I am quite confident that he'll soon be a major corporate leader, although he's too humble to ever say that himself.

Anyway, I'll miss working with him. He always hated being called "Scoble's boss" by the way. I used to bug him with that by always introducing him that way. But, really, he was a far better person than that. He covered my back and made it a joy to come into work every day.

Not only that, but he hired the best people in the industry.

The first on that list is Charles Torre.

One thing I feel bad about is that Charles often didn't get the credit he deserved. Why? Cause he isn't the kind of social butterfly that I am. He's more a typical developer who just likes building stuff. That's why I love him.

He built Channel 9, along with a couple of other developers over the years. Bryn Waibel. Adam Kinney.

It's unfortunate that in the world some people get credit for other people's work. That happened in the media storm this weekend.

When I'm gone and you see that Channel 9 is still rocking and rolling you'll see that Channel 9 was a lot more than just me.

I think Michael Gartenberg said it best: the cemetaries are full of people who couldn't be replaced.

MediaStorm

OK, it is indeed a bit over the top that I'm the top tech news on the BBC right now. Can't Google announce something, please? ;-)
No one paid attention to when I took my other jobs. I agree with Paul Kedrosky that this is all overdone. I was relieved when it started going down on TechMeme this morning. Now I gotta go to work and finish my Channel 9 videos.

Thanks to Hugh Macleod for the cartoon. Yes, Technorati shows that people are indeed blogging too. Whew, my head is spinning, there's so much commentary (mostly nice, but some nasty) that I don't know what to react to, so I probably won't for a while and maybe come back to it in a week after it all settles down. I am learning a lot about how media storms happen and what can be done about them when they happen (there are some things you can do, for instance by being available to answer rumors — that's one reason my cell phone is on my blog. Another one? Post fast, post often, and answer the most common questions. But, the biggest one? Learn how to hang out with, and talk with, and make friends with bloggers, podcasters, videobloggers, and virtual worlds' influentials).

scoblesleaving.jpg

More Scoble family news, challenges ahead for PodTech

Maryam, this afternoon, will announce the other news we've been holding back on: she's joining PodTech too.

I told you she was a good negotiator! :-)

But, seriously, she's built up a large audience of her own on her blog and her interests are far different than mine are. (She has a popular book and movie clubs).

That might give you a hit about what else attracted me about PodTech.net: it isn't going to be only about tech. 

She also is a better writer than I am and, even, more human. Truth be told she's the main reason I've been successful at Microsoft. First, she backed me up everytime. Second, she gave me the time and the space I needed to blog and read all the feeds I do. Third, she keeps our family running like a well-tuned watch. Fourth, she gives the best back rubs. Oh, TMI (too much information).
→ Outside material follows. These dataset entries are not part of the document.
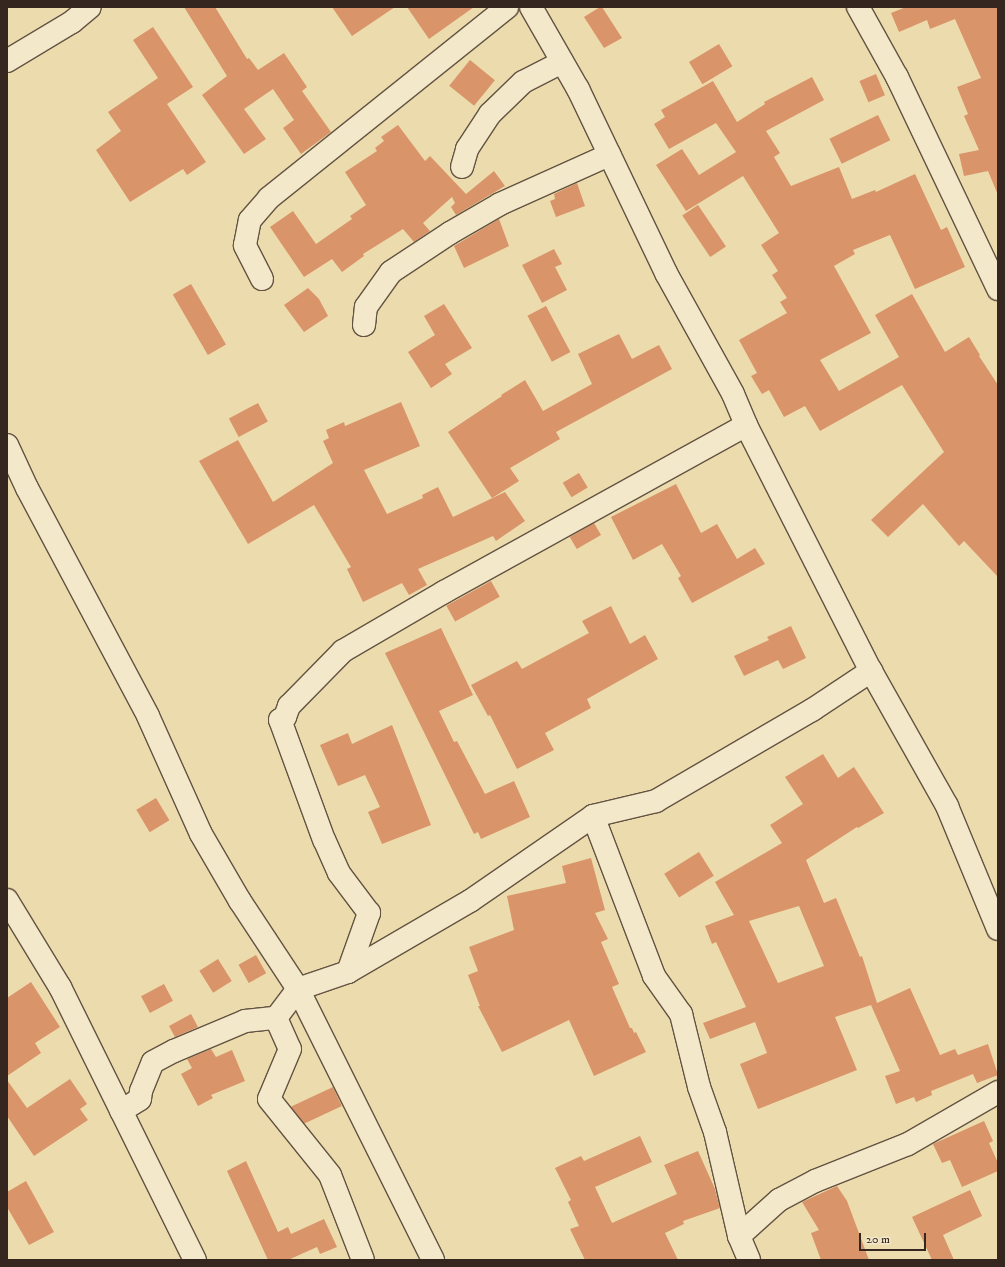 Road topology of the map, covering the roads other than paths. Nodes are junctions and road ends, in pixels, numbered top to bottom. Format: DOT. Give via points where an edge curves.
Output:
graph roads {
  1 [pos="90,7"];
  2 [pos="507,7"];
  3 [pos="531,7"];
  4 [pos="858,7"];
  5 [pos="7,61"];
  6 [pos="562,62"];
  7 [pos="609,155"];
  8 [pos="462,167"];
  9 [pos="262,279"];
  10 [pos="998,288"];
  11 [pos="364,325"];
  12 [pos="746,425"];
  13 [pos="7,445"];
  14 [pos="871,671"];
  15 [pos="593,816"];
  16 [pos="7,900"];
  17 [pos="998,929"];
  18 [pos="348,972"];
  19 [pos="298,989"];
  20 [pos="276,1018"];
  21 [pos="998,1092"];
  22 [pos="121,1111"];
  23 [pos="739,1236"];
  24 [pos="195,1260"];
  25 [pos="363,1260"];
  26 [pos="434,1260"];
  27 [pos="749,1260"];
  1 -- 5 [label="street" via="72,22"];
  2 -- 9 [label="street" via="269,198 250,220 245,245"];
  3 -- 6 [label="street"];
  4 -- 10 [label="street" via="897,77"];
  6 -- 7 [label="street" via="578,89"];
  6 -- 8 [label="street" via="523,82 494,109 467,149"];
  7 -- 11 [label="street" via="500,204 391,272 366,307"];
  7 -- 12 [label="street" via="666,273 733,394"];
  12 -- 14 [label="street"];
  12 -- 18 [label="street" via="444,592 343,651 289,706 285,717 280,720 324,840 339,873 369,913"];
  13 -- 19 [label="street" via="148,716 201,834 240,901"];
  14 -- 15 [label="street" via="812,710 656,801"];
  14 -- 17 [label="street" via="947,806"];
  15 -- 18 [label="street" via="470,901"];
  15 -- 23 [label="street" via="654,976 681,1014 699,1088 715,1132"];
  16 -- 22 [label="street" via="60,987"];
  18 -- 19 [label="street"];
  19 -- 20 [label="street"];
  19 -- 26 [label="street"];
  20 -- 22 [label="street" via="245,1022 153,1062 140,1099"];
  20 -- 25 [label="street" via="290,1049 269,1099 330,1175"];
  21 -- 23 [label="street" via="908,1144 815,1181 779,1200"];
  22 -- 24 [label="street"];
  23 -- 27 [label="street"];
} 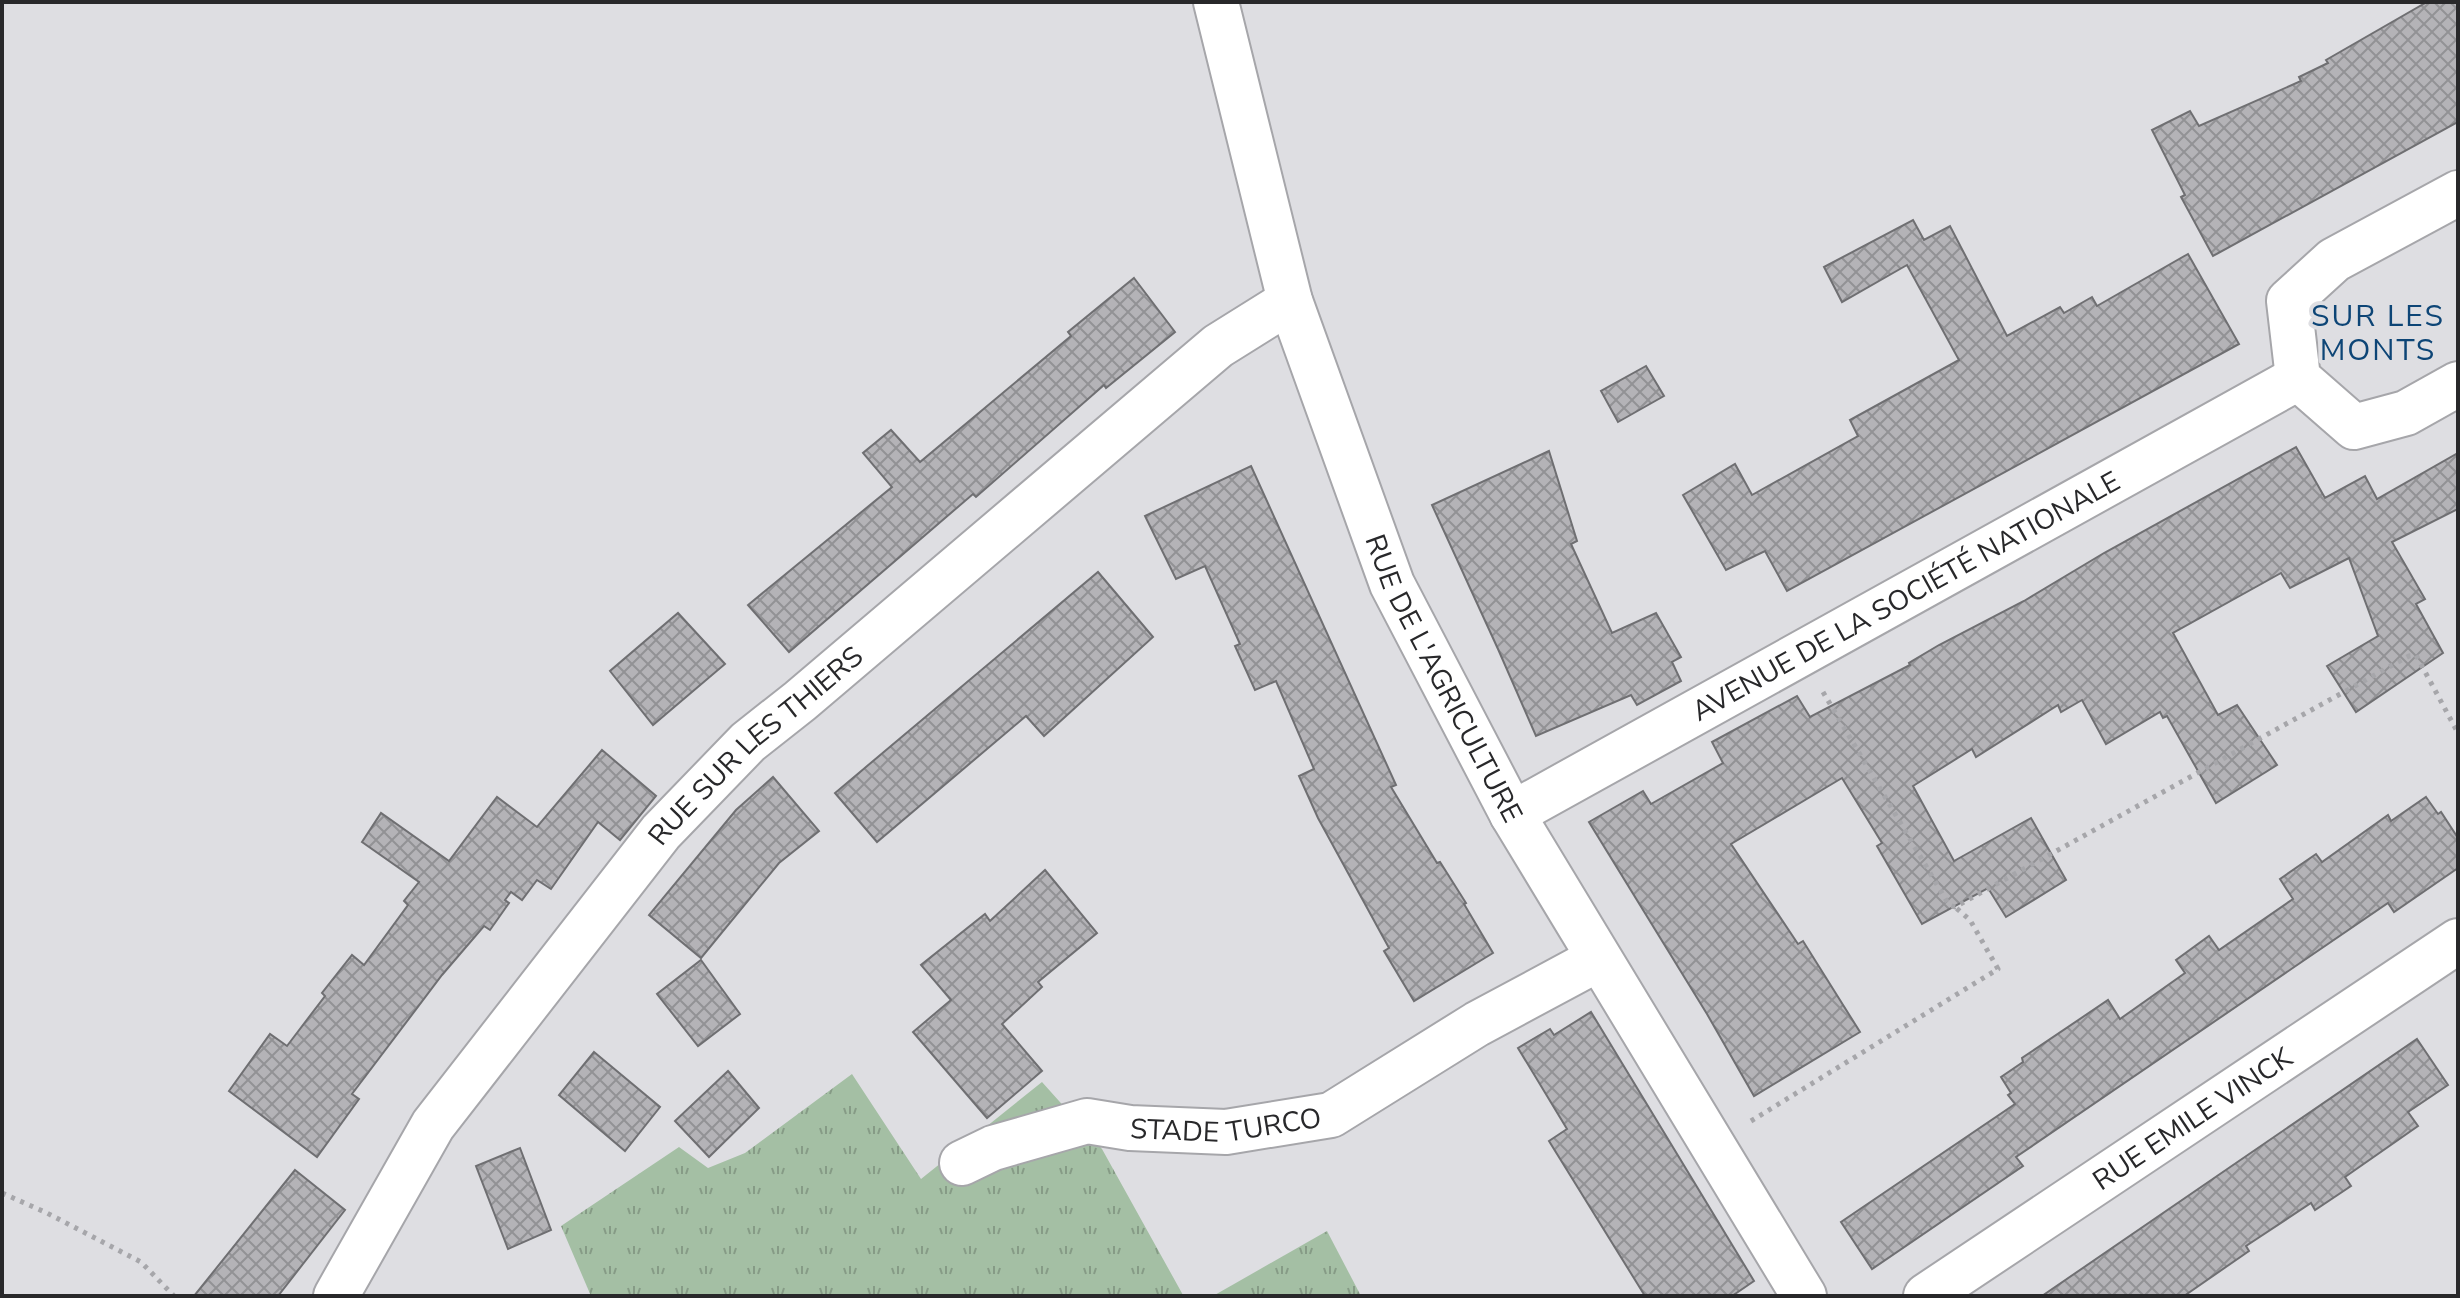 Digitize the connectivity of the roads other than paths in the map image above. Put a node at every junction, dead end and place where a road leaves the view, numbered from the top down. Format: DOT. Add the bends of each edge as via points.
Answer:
graph roads {
  1 [pos="1216,2"];
  2 [pos="2458,193"];
  3 [pos="1290,301"];
  4 [pos="2298,378"];
  5 [pos="2458,384"];
  6 [pos="1512,814"];
  7 [pos="2458,941"];
  8 [pos="1598,959"];
  9 [pos="962,1163"];
  10 [pos="336,1296"];
  11 [pos="1804,1296"];
  12 [pos="1926,1296"];
  1 -- 3 [label="street, RUE DE L'AGRICULTURE"];
  2 -- 4 [label="street" via="2334,260 2289,301"];
  3 -- 6 [label="street, RUE DE L'AGRICULTURE" via="1392,584"];
  3 -- 10 [label="street, RUE SUR LES THIERS" via="1218,346 748,742 661,832 433,1125"];
  4 -- 5 [label="street" via="2354,427 2406,413"];
  4 -- 6 [label="street, AVENUE DE LA SOCIÉTÉ NATIONALE"];
  6 -- 8 [label="street, RUE DE L'AGRICULTURE"];
  7 -- 12 [label="street, RUE EMILE VINCK"];
  8 -- 9 [label="street, STADE TURCO" via="1477,1024 1331,1115 1226,1132 1087,1121 993,1148"];
  8 -- 11 [label="street, RUE DE L'AGRICULTURE"];
}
Heheh.

Oh, and Dave Burke, I totally agree with you about PodTech that its content is too commercial and not interesting enough. I wouldn't subscribe to it, if I weren't joining the company. In fact, last week before I had made my decision John Furrier asked a mailing list I'm on for advice about the new redesign they turned on last week. I gave the company 21 ideas to improve.

I've done this before. Remember how I got to Microsoft? I stood up at an MVP Summit and told Ballmer how to improve Microsoft (I told him to get Microsoft a more human face). He signed a dollar bill for me for that idea. A few months later I got hired to help the company get a more human face.

See, I don't want to join companies where everything is going well. Why? Cause there's no opportunities there!